12th July:
We decided, too,to abort the side trip to Wadi Rum on our way back to Amman as the heat of the desert would not have made the experience of a two hour jeep ride and walk into the cliffs of the area very pleasant. Without the extra day of walking around Petra we elected to drive out to Little Petra,an outlying village on the route towards Petra itself.
Before we left Joy and I walked down to the corner store to buy a couple of bottles of water. We walked past a couple sitting on their doorstep eating breakfast and drinking tea. Joy greeted them with a breezy “salaam alaykum” and was promptly offered tea and food by the couple. We politely declined the offer as we’d only just eaten at the hotel and headed off to meet our driver, Saber, and take off on our drive to Little Petra.

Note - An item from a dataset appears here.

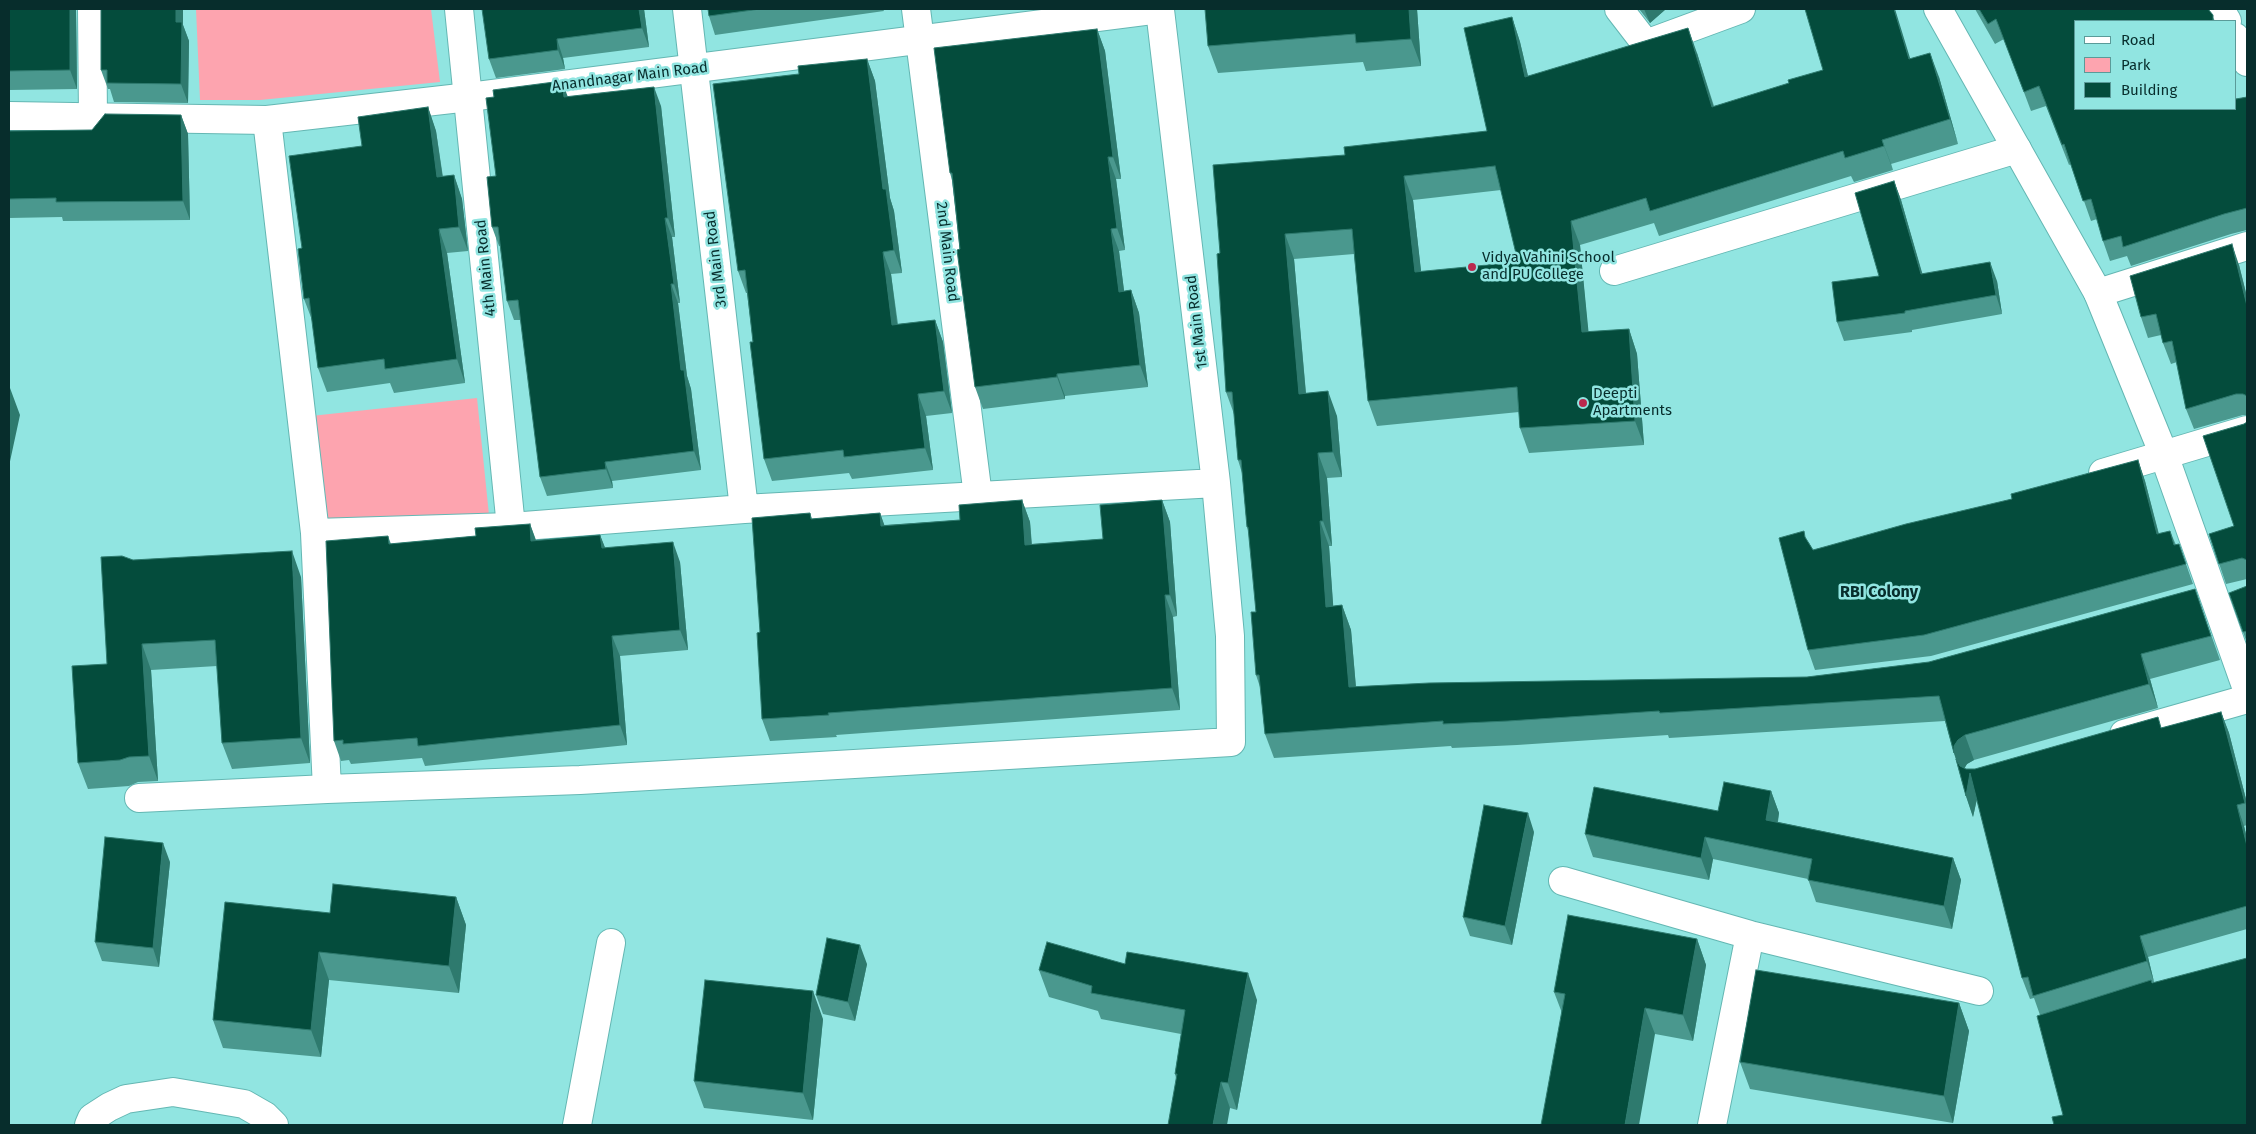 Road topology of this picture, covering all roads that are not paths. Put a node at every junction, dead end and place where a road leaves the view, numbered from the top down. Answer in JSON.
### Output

Here we saw the sophistication of the Nabataean engineering in the huge 1.2 million litre cistern cut into a sandstone bluff which acted as one of the catchments for both Little and Big Petra and the surrounding villages when Petra was at the height of its power.
Joy, tempted by the acoustics of the place,sang “Swing Low Sweet Chariot” so she can now claim to have sung in the cistern chapel.

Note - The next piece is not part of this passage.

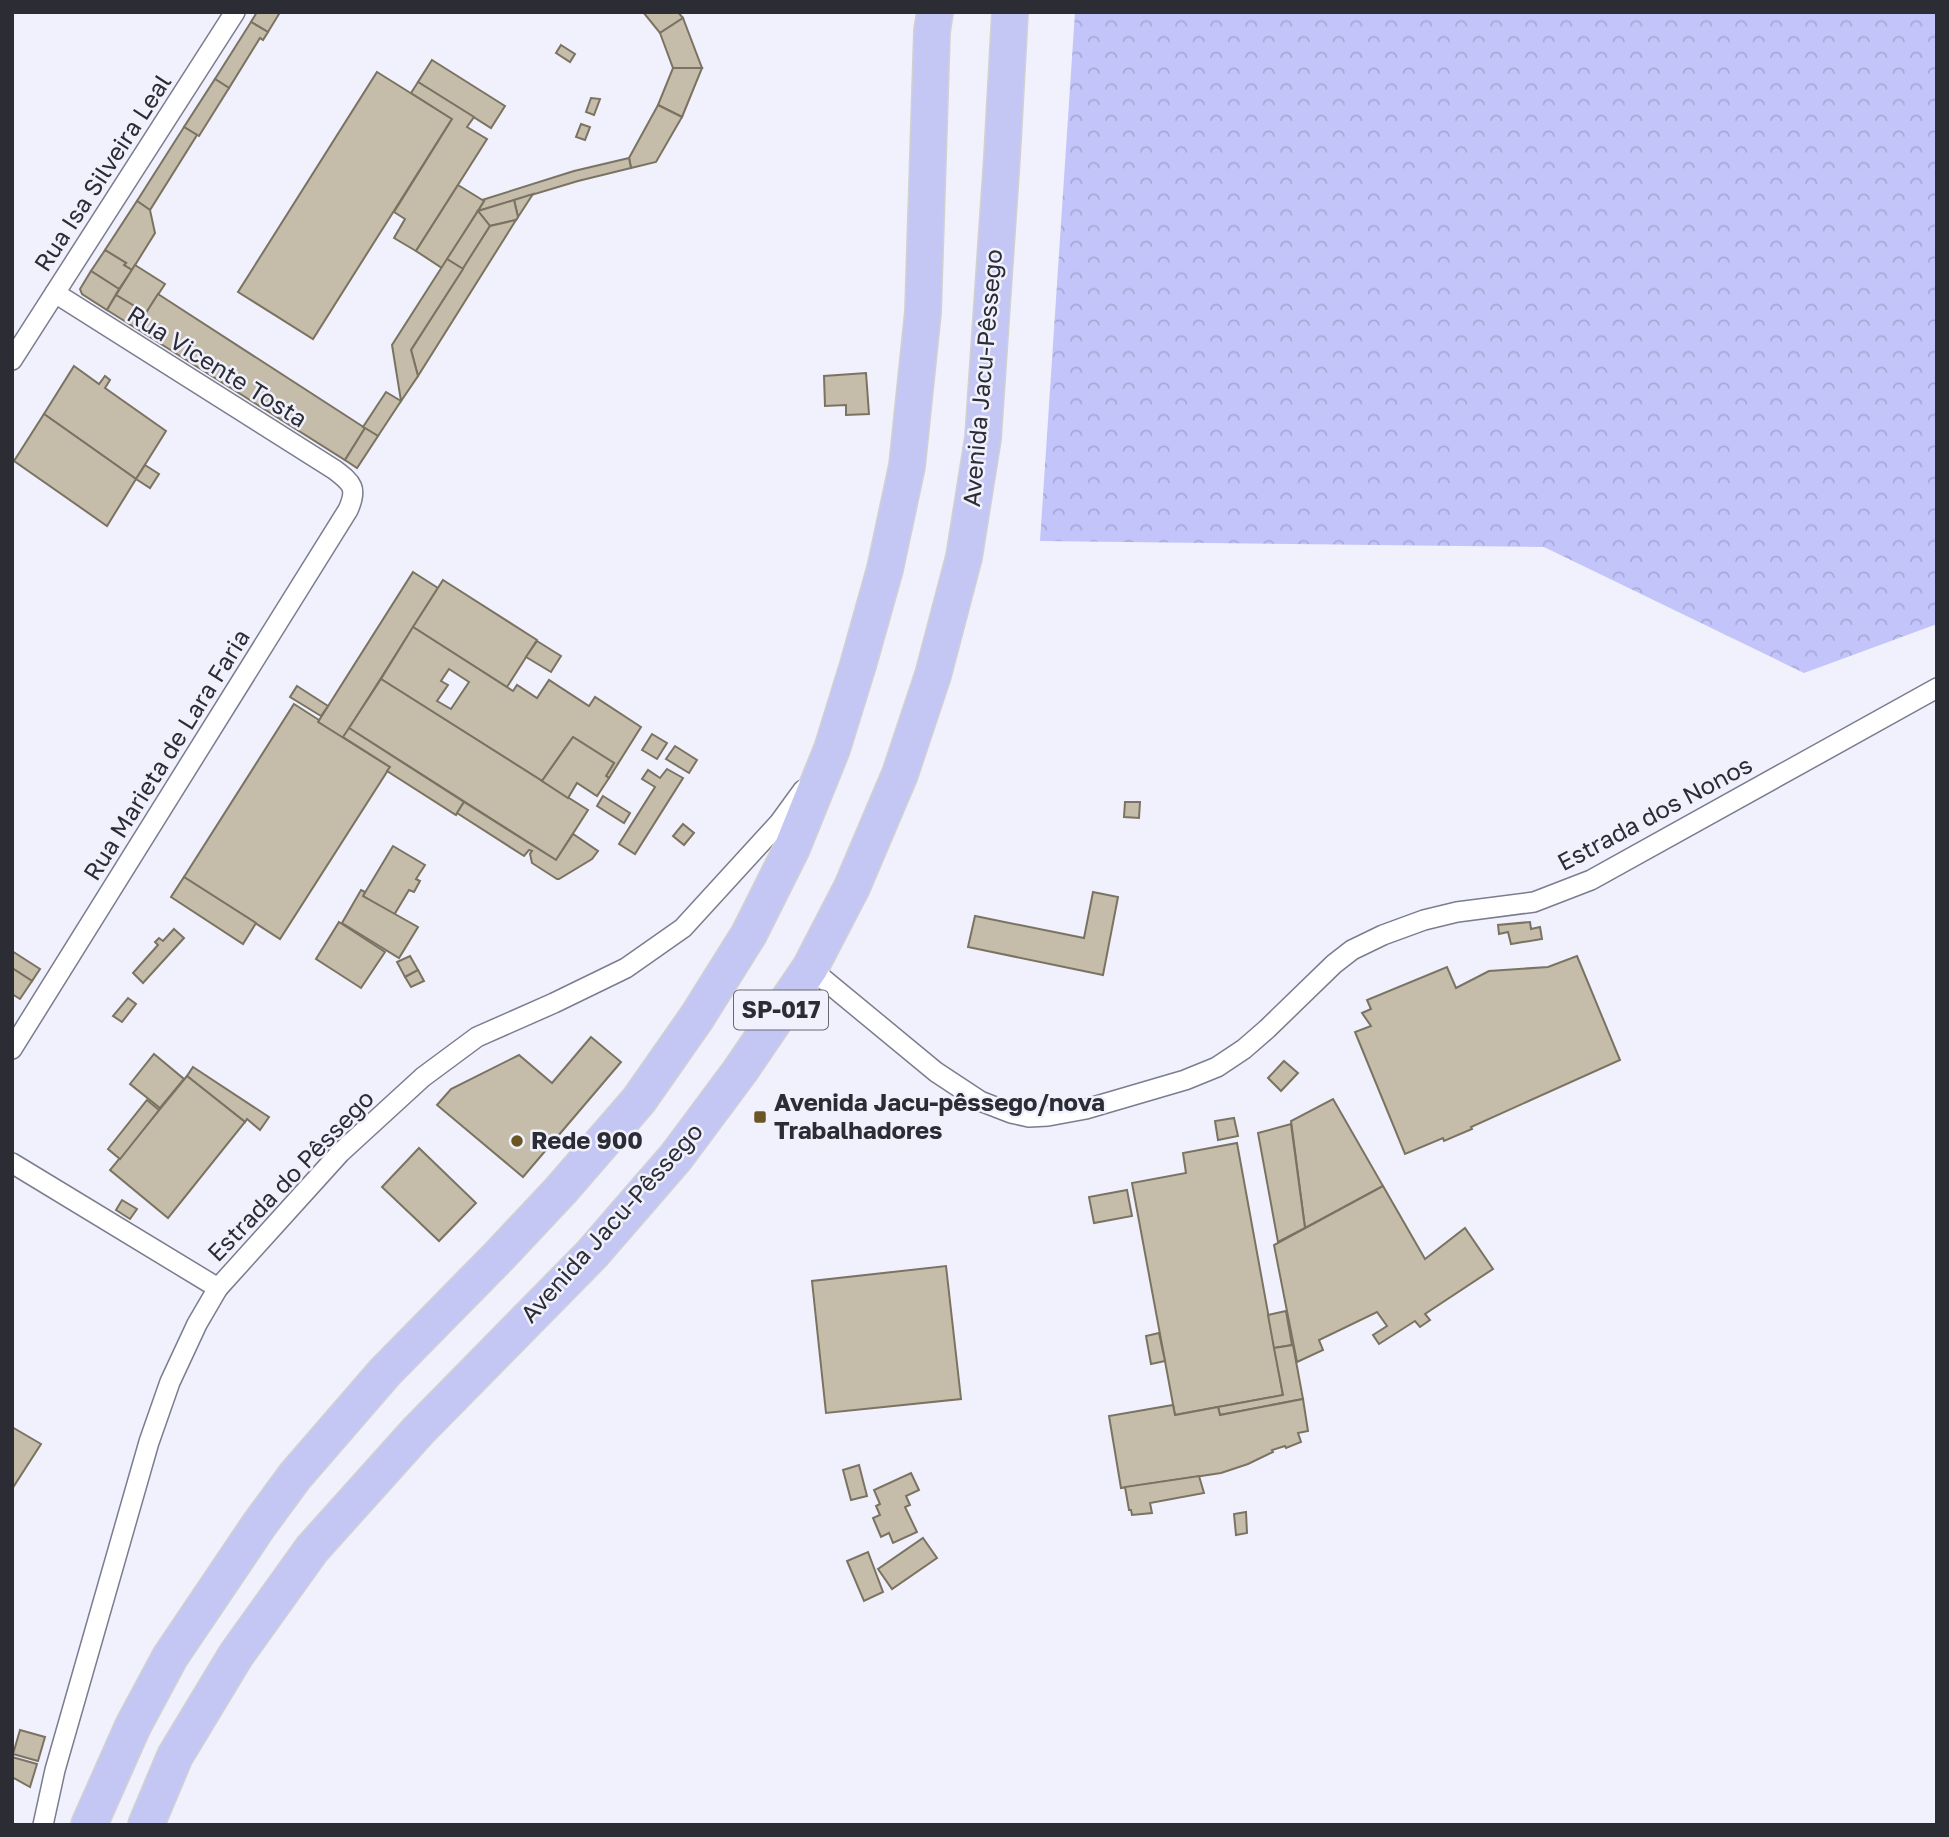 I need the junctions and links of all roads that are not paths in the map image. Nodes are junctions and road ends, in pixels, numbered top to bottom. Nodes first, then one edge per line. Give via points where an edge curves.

Little Petra or Siq el-Barid was a way station on the trade route which means that the buildings carved from the cliffs could have been inns and shops to supply the traders on their long walk through the sandstone desert towards Petra.
Little Petra, like Petra itself, is built amidst the sandstone rocks with all the holes, indentations and caves that such a landscape creates. We couldn’t help but imagine that the place would sound like a strange and wild orchestra at night with a desert wind blowing and whining over the rocks and through the holes. It would become a place of night djinns and spirits wailing for release from whatever torments they were experiencing. Not the place for a camping trip with the grand-children?
Here the surviving large wall painting from the Nabataean period was undergoing restoration by a couple of archeologist restorers who were perched on scaffolding in a room that could only be reached by climbing a series of sand slippery steps high above the siq floor.
Otherwise the area was deserted to echo to the chirrup of insects and the occasional whirr of a bird flickering through the cliffs.
From there we headed into Wadi Mousa to explore the souvenir shops where Joy bought an arabic style silver mirror decorated with silver chains and charms and I got a Petra tie and a pack of genuine Jordanian coffee to savour with Koro on our return to New Zealand.
I also cleared the e mail to discover that there will be a Cohort VI and the possibility of a new contract in the Gulf was ever nearer.
Tomorrow it is back to Amman with a shopping stop before booking into our hotel for our final night in Jordan.
Sunset over Wadi Mousa
1 comment:
Your description is really wonderful.. djinns being trapped...LOL!!!!!nice pics...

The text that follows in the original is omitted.